A complete answer includes every line below with the word "Достоевского".

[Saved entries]
┏━━
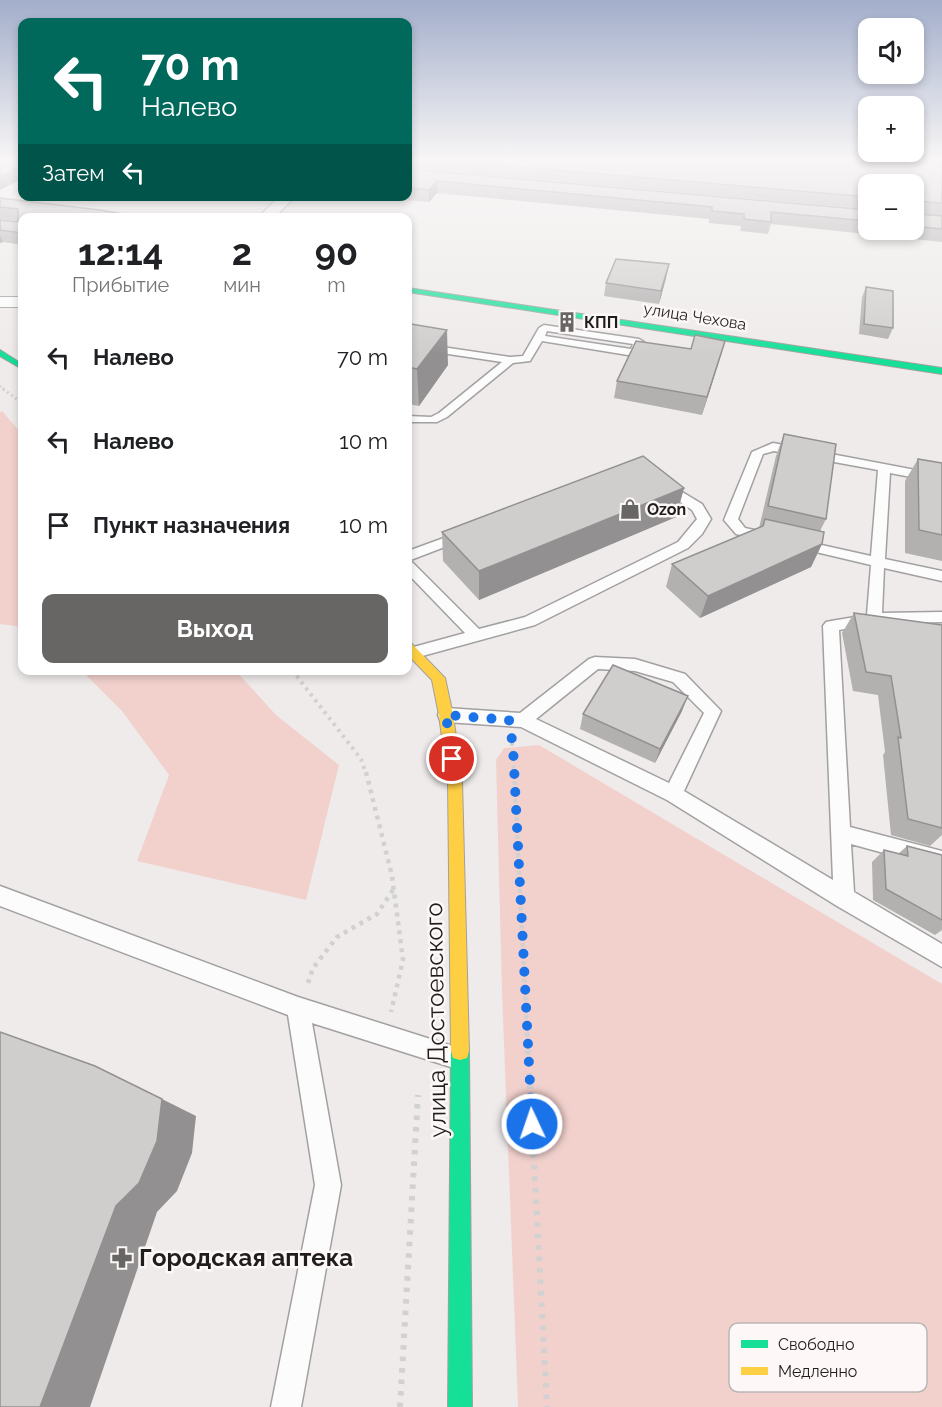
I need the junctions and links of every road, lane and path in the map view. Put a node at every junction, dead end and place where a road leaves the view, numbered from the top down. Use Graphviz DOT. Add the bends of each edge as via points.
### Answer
graph roads {
  1 [pos="412,291"];
  2 [pos="0,302"];
  3 [pos="18,302"];
  4 [pos="558,312"];
  5 [pos="542,333"];
  6 [pos="412,346"];
  7 [pos="0,352"];
  8 [pos="510,360"];
  9 [pos="18,364"];
  10 [pos="942,371"];
  11 [pos="0,386"];
  12 [pos="18,400"];
  13 [pos="412,419"];
  14 [pos="884,468"];
  15 [pos="650,475"];
  16 [pos="942,479"];
  17 [pos="475,531"];
  18 [pos="412,555"];
  19 [pos="879,562"];
  20 [pos="412,570"];
  21 [pos="942,576"];
  22 [pos="942,617"];
  23 [pos="874,619"];
  24 [pos="476,635"];
  25 [pos="412,649"];
  26 [pos="412,650"];
  27 [pos="296,675"];
  28 [pos="446,715"];
  29 [pos="516,720"];
  30 [pos="674,794"];
  31 [pos="841,833"];
  32 [pos="942,860"];
  33 [pos="394,890"];
  34 [pos="0,896"];
  35 [pos="844,899"];
  36 [pos="942,956"];
  37 [pos="298,1008"];
  38 [pos="385,1035"];
  39 [pos="460,1058"];
  40 [pos="418,1084"];
  41 [pos="286,1407"];
  42 [pos="400,1407"];
  43 [pos="460,1407"];
  44 [pos="547,1407"];
  1 -- 4 [label="street, улица Чехова"];
  2 -- 3 [label="street"];
  4 -- 5 [label="lane"];
  4 -- 10 [label="street, улица Чехова"];
  5 -- 5 [label="lane" via="639,342 634,353"];
  5 -- 8 [label="lane" via="526,359"];
  6 -- 8 [label="lane"];
  7 -- 9 [label="street"];
  8 -- 13 [label="lane" via="443,415 434,420"];
  11 -- 12 [label="path"];
  14 -- 16 [label="lane"];
  14 -- 19 [label="lane"];
  14 -- 19 [label="lane" via="774,447 758,452 731,520 741,531"];
  15 -- 24 [label="lane" via="697,507 704,519 683,545 530,621"];
  17 -- 18 [label="lane"];
  19 -- 21 [label="lane"];
  19 -- 23 [label="lane"];
  20 -- 24 [label="lane"];
  22 -- 23 [label="lane"];
  23 -- 31 [label="lane" via="831,626"];
  24 -- 25 [label="lane"];
  26 -- 28 [label="street, улица Достоевского" via="438,678"];
  27 -- 33 [label="path" via="361,759 372,790"];
  28 -- 29 [label="lane"];
  28 -- 39 [label="street, улица Достоевского" via="455,781"];
  29 -- 30 [label="lane"];
  29 -- 30 [label="lane" via="595,663 634,665 679,678 713,711"];
  29 -- 44 [label="path" via="513,747"];
  30 -- 35 [label="lane"];
  31 -- 32 [label="lane"];
  31 -- 35 [label="lane"];
  33 -- 37 [label="path" via="376,914 337,937 314,968"];
  33 -- 38 [label="path" via="403,960"];
  34 -- 37 [label="lane"];
  35 -- 36 [label="lane"];
  37 -- 38 [label="lane"];
  37 -- 41 [label="lane" via="328,1185"];
  38 -- 39 [label="lane"];
  39 -- 43 [label="street, улица Достоевского"];
  40 -- 42 [label="path"];
}
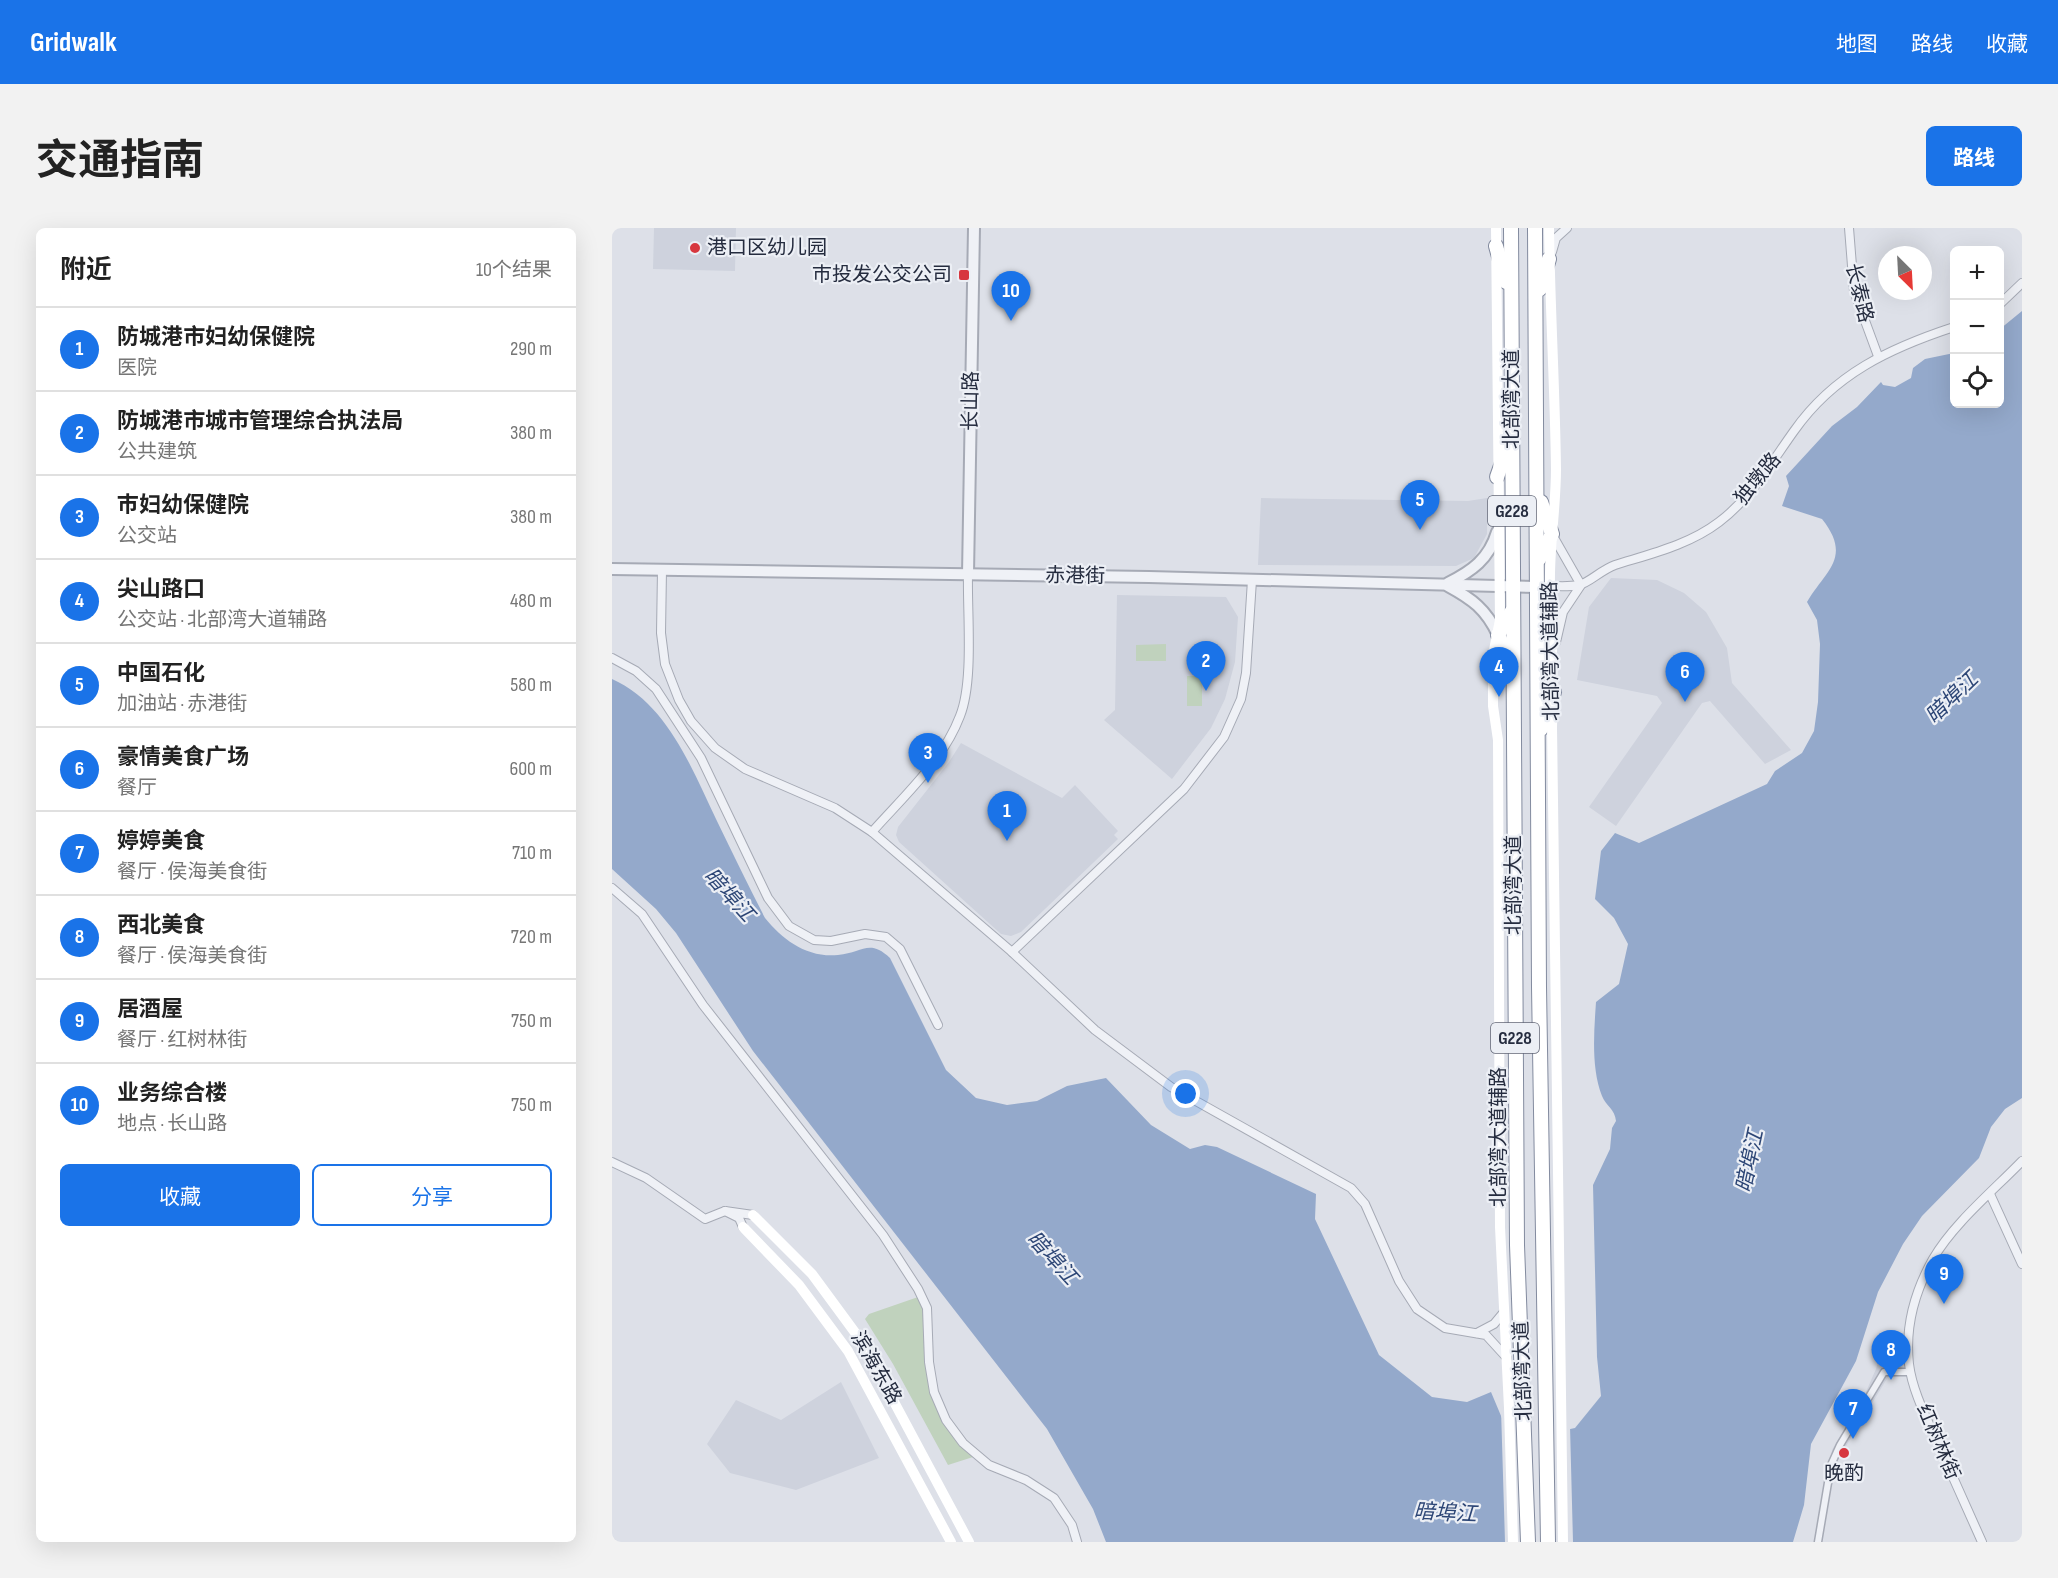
┗━━
▸ Exercise solution:
  26 -- 28 [label="street, улица Достоевского" via="438,678"];
  28 -- 39 [label="street, улица Достоевского" via="455,781"];
  39 -- 43 [label="street, улица Достоевского"];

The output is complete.